The secrecy surrounding each team’s analytics operation makes data security a paramount concern. Teams consider such technology to be proprietary and do not want anyone stealing their data or methods.
Some teams have divulged a few details. When asked last week at the annual convention for the Society of American Baseball Research if the Mets used neural networks and other machine learning technology, Joe Lefkowitz, the team’s senior coordinator for baseball systems, appeared caught off guard, according to SportTechie, and replied, “Umm … yes?”
Lefkowitz said that it’s a “technique we use,” without going into specifics.
“It’s obviously a big part of our department’s purpose for existing: We’re trying to use the most advanced statistical techniques we can that hopefully not all the other teams are using,” he said.
Major League Baseball's Statcast technology provides advanced analytics to both teams and fans. Source: YouTube
The Minnesota Twins are also increasingly embracing analytics, thanks to the leadership of Chief Baseball Officer Derek Falvey and General Manager Thad Levine. After the team finished the 2016 season with 103 losses, Falvey and Levine were brought in to shake up the organization, and they “have beefed up the analytics department, bringing a new dimension to player evaluation and changing the way daily scouting reports are prepared and delivered to players and coaches,” ESPN reports.
The Twins also blended analytics and scouting in the MLB draft, and used their first-overall pick to select high school shortstop Royce Lewis. “We had a very different approach to how we sign players, how we navigated some of the slotting system to maximize our draft,” Falvey told ESPN. “That wasn’t something that had necessarily been done before, and our guys embraced it all the way. That part I feel really good about.”
Where Is Baseball’s Analytics and Video-Capture Tech Headed?
At the start of the 2015 season, MLB introduced the Statcast system to all 30 Major League ballparks. The system combines high-definition optical cameras and Doppler radar to measure everything from pitch release and velocity to a batter’s exit velocity and launch angle (the vertical angle at which a ball leaves the bat on a batted ball). Teams then use this data to create a competitive advantage.

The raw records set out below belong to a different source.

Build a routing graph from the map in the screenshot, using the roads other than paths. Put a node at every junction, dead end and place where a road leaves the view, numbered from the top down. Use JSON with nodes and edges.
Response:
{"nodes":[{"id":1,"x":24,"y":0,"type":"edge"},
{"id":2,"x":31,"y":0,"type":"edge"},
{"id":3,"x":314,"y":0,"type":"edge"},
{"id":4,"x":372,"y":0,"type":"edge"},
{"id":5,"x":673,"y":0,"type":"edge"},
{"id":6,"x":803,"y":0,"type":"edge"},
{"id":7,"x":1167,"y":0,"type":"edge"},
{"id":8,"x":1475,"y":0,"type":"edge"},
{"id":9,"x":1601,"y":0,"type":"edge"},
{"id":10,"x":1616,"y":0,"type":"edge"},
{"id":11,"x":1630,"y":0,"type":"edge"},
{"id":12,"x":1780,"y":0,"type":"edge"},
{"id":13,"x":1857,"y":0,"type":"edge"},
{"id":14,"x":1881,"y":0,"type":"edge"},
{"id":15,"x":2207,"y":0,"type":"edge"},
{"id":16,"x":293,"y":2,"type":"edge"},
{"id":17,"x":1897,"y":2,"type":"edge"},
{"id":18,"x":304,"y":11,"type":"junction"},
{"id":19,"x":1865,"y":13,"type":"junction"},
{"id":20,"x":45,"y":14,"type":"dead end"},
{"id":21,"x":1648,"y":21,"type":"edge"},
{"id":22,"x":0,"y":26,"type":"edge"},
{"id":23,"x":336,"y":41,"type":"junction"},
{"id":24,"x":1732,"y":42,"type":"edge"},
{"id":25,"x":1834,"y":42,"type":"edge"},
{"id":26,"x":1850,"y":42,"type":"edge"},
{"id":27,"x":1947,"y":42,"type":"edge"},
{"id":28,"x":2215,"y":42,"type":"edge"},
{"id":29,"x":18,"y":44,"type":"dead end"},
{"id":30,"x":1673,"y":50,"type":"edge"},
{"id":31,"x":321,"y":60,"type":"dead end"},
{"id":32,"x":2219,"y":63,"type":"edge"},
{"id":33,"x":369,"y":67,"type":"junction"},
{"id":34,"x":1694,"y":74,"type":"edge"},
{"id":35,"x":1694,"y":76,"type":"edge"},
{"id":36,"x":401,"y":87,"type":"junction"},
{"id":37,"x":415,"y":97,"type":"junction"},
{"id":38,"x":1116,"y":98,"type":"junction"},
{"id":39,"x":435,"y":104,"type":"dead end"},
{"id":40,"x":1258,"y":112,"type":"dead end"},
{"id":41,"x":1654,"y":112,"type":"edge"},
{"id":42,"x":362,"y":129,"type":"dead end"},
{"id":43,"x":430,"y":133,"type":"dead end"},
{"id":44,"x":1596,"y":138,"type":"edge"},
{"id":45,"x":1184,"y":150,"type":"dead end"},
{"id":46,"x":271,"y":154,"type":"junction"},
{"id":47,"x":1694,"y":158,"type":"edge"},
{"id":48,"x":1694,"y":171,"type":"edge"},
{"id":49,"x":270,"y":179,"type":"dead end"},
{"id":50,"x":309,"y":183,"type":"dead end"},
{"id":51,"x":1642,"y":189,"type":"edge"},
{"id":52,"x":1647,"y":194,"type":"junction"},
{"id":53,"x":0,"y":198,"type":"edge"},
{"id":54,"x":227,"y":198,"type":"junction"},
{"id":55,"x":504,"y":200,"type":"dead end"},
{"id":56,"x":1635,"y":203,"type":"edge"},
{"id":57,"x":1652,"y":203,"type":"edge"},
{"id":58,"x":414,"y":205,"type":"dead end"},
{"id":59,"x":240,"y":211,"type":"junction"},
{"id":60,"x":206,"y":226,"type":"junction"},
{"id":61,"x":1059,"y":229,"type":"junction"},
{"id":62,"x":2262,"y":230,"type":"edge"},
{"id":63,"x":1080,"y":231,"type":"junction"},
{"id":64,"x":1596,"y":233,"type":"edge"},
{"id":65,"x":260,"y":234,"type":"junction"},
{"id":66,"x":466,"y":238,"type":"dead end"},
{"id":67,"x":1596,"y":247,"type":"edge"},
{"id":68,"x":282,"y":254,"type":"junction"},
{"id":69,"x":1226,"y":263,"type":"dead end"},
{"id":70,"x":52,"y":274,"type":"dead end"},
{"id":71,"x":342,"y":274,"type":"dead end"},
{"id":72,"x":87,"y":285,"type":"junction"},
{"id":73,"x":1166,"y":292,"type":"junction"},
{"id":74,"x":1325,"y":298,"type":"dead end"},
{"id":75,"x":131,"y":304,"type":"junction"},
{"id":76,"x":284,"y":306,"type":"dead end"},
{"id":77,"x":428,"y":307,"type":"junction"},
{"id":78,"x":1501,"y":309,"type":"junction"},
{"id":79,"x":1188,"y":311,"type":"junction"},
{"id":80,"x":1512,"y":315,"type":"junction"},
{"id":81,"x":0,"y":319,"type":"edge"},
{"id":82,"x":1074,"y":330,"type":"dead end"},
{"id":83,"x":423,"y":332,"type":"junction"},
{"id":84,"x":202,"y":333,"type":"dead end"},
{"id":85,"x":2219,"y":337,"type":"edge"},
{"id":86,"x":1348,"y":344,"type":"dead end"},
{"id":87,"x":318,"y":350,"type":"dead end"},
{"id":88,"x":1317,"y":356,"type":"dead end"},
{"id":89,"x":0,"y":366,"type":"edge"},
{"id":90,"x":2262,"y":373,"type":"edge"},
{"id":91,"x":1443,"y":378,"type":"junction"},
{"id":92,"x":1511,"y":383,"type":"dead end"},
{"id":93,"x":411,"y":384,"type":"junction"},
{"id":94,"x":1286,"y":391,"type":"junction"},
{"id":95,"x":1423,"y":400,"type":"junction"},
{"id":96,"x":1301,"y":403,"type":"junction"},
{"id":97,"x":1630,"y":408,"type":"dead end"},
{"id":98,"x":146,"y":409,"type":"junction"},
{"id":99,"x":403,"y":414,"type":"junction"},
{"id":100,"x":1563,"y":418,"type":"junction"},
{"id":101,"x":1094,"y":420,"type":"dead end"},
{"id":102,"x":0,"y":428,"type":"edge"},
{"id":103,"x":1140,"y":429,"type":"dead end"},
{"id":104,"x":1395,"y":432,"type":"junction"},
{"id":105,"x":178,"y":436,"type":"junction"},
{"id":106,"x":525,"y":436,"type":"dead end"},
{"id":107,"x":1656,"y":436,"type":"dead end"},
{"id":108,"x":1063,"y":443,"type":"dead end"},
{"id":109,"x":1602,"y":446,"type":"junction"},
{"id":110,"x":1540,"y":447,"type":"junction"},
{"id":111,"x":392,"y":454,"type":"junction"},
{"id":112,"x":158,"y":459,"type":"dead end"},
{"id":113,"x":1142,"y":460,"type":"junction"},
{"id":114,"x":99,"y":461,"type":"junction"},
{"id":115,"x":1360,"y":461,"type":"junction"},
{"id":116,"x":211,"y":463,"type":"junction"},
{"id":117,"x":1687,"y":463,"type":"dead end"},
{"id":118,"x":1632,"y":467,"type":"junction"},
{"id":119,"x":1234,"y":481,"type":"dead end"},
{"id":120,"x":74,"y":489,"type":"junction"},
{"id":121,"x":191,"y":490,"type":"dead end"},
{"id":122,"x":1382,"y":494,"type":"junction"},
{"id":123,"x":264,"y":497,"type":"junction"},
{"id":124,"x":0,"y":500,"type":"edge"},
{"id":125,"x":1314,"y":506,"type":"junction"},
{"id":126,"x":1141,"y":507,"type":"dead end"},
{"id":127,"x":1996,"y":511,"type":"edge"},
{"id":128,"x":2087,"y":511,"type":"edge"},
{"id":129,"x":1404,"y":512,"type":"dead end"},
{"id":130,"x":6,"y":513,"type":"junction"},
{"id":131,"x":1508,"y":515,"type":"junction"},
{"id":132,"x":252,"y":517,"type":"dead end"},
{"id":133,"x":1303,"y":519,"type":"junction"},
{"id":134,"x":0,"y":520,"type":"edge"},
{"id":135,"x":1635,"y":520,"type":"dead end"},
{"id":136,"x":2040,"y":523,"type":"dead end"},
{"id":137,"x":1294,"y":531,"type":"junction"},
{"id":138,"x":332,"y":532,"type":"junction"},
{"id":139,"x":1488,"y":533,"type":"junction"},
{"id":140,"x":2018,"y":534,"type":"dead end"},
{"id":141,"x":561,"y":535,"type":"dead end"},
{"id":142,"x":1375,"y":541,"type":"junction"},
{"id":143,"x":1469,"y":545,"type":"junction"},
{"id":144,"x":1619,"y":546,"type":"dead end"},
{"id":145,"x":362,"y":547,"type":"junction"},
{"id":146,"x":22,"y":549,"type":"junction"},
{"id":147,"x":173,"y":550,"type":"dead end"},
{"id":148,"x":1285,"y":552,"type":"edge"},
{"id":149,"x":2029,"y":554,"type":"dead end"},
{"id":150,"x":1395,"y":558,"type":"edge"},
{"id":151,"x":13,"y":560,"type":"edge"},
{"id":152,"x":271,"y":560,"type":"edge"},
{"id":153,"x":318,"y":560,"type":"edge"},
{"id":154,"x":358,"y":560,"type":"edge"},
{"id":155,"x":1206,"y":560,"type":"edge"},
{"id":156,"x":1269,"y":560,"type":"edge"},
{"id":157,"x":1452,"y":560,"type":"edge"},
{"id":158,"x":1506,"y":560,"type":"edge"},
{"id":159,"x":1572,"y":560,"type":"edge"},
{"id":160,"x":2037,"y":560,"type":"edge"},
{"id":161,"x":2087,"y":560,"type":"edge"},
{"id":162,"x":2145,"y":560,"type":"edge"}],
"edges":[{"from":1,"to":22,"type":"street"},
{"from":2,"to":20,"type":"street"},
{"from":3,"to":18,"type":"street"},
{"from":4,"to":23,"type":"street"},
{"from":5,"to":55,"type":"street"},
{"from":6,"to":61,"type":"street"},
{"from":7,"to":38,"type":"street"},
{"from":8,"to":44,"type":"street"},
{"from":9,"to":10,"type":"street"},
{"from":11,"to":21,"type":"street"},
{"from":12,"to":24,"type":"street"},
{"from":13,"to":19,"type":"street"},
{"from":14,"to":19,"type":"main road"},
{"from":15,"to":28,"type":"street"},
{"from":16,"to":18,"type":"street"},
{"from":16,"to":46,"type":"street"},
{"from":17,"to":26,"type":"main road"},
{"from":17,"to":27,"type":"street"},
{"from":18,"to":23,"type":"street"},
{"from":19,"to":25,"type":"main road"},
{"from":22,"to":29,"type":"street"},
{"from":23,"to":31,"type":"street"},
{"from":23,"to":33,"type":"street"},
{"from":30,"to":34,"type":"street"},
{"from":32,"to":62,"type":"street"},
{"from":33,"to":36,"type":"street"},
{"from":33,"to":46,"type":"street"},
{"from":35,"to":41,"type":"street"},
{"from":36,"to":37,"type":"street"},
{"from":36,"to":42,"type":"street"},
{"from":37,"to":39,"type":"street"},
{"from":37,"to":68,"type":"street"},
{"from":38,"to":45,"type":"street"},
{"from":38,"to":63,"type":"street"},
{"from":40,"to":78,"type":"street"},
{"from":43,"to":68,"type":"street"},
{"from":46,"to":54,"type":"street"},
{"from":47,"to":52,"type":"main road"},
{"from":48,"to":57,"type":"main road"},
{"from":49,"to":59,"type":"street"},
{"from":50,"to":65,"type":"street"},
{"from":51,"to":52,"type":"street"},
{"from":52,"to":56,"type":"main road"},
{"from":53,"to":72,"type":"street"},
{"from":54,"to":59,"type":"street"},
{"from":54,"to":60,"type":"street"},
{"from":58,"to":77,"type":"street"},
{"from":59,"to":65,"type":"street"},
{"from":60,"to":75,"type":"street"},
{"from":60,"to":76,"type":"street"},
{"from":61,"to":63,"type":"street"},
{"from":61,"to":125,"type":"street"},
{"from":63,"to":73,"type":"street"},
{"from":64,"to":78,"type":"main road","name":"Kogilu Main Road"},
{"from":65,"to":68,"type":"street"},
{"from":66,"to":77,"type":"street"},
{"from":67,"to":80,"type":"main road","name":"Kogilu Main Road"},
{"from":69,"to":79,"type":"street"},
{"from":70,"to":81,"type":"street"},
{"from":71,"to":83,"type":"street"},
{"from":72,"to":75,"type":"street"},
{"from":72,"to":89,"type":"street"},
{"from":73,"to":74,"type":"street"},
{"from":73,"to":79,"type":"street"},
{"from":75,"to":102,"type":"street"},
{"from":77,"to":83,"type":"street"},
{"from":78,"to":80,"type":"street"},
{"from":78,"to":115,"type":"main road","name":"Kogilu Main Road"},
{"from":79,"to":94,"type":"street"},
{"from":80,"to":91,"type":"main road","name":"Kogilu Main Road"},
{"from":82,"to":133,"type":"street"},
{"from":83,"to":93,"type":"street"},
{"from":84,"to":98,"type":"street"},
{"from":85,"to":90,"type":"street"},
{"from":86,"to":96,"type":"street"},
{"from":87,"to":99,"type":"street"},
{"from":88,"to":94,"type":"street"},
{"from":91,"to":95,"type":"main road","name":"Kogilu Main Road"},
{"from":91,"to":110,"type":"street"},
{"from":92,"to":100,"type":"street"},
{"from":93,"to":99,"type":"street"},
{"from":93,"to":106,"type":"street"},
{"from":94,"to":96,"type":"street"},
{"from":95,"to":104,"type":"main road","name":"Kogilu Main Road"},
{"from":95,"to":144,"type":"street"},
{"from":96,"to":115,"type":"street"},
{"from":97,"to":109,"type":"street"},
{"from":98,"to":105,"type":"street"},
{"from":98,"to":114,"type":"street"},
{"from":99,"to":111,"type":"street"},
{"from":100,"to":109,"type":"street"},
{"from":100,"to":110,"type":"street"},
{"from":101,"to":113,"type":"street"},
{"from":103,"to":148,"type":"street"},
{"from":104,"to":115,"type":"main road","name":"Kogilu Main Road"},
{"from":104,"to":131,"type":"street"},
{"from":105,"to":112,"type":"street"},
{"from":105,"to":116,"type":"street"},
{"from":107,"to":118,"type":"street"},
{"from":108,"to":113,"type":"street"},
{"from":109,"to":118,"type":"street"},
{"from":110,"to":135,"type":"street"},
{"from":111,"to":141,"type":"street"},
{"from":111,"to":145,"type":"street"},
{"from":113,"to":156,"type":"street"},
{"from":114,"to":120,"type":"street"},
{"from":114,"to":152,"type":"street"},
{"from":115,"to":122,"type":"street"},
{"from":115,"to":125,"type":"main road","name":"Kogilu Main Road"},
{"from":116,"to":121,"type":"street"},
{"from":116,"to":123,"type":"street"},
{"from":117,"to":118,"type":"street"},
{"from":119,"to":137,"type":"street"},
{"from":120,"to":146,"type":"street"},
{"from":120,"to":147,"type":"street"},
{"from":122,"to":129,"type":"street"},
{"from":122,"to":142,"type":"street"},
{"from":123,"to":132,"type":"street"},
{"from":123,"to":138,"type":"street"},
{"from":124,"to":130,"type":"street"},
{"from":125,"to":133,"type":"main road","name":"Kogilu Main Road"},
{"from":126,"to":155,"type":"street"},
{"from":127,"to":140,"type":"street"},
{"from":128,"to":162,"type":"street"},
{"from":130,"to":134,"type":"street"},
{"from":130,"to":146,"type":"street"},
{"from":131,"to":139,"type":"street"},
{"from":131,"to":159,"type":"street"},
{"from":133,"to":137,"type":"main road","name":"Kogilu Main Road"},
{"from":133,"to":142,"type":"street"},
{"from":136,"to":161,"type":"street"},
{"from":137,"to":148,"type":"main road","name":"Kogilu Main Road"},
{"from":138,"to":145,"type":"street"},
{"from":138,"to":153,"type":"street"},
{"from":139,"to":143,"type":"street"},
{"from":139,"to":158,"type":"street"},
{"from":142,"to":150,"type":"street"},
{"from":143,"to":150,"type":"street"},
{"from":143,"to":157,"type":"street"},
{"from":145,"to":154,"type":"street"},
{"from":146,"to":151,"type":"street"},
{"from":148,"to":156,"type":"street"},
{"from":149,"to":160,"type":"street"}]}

Statcast has led to an increased focus on launch angle, with players aiming to hit the ball higher this season, since analytics has helped teams determine that balls that are hit higher are more likely to turn into hits (and into home runs, if they’re hit hard enough).
Teams turn to external sources of data as well, from companies like SMT (previously Sportvision, which provides the PITCHf/x system) and TrackMan, which provides a military-grade radar system for tracking tiny details, like a baseball’s spin rate. These systems are not perfect, and the data varies from park to park. Yet teams rely more and more on such systems to help make crucial baseball decisions.
Outside of MLB, the Peninsula Pilots, an amateur baseball team in the Coastal Plain League, are using a technology called Yakkertech, which might compete with the TrackMan system, according to The Daily Press of Newport News, Va.
The technology “employs stereo vision imaging to measure the spin rate and axis of a baseball leaving the pitcher’s hand,” the newspaper reported, which could “help pitchers and coaches understand why one pitcher has more movement on his pitches than another and how to improve on the movement of one’s pitches by adjusting his arm angle.”
Analytics can be used in many ways, but ultimately, teams want to use data to help them succeed on the field. The Astros’ Luhnow says that analytics will hopefully be used to prevent players, especially pitchers, from being injured.
“If a team cracks the code on how to minimize injuries or how to reduce injuries, they're going to have a significant advantage,” Luhnow told MLB.com. “Ultimately, I hope that if a team does that, it is shared with the industry because injuries don't help anybody.”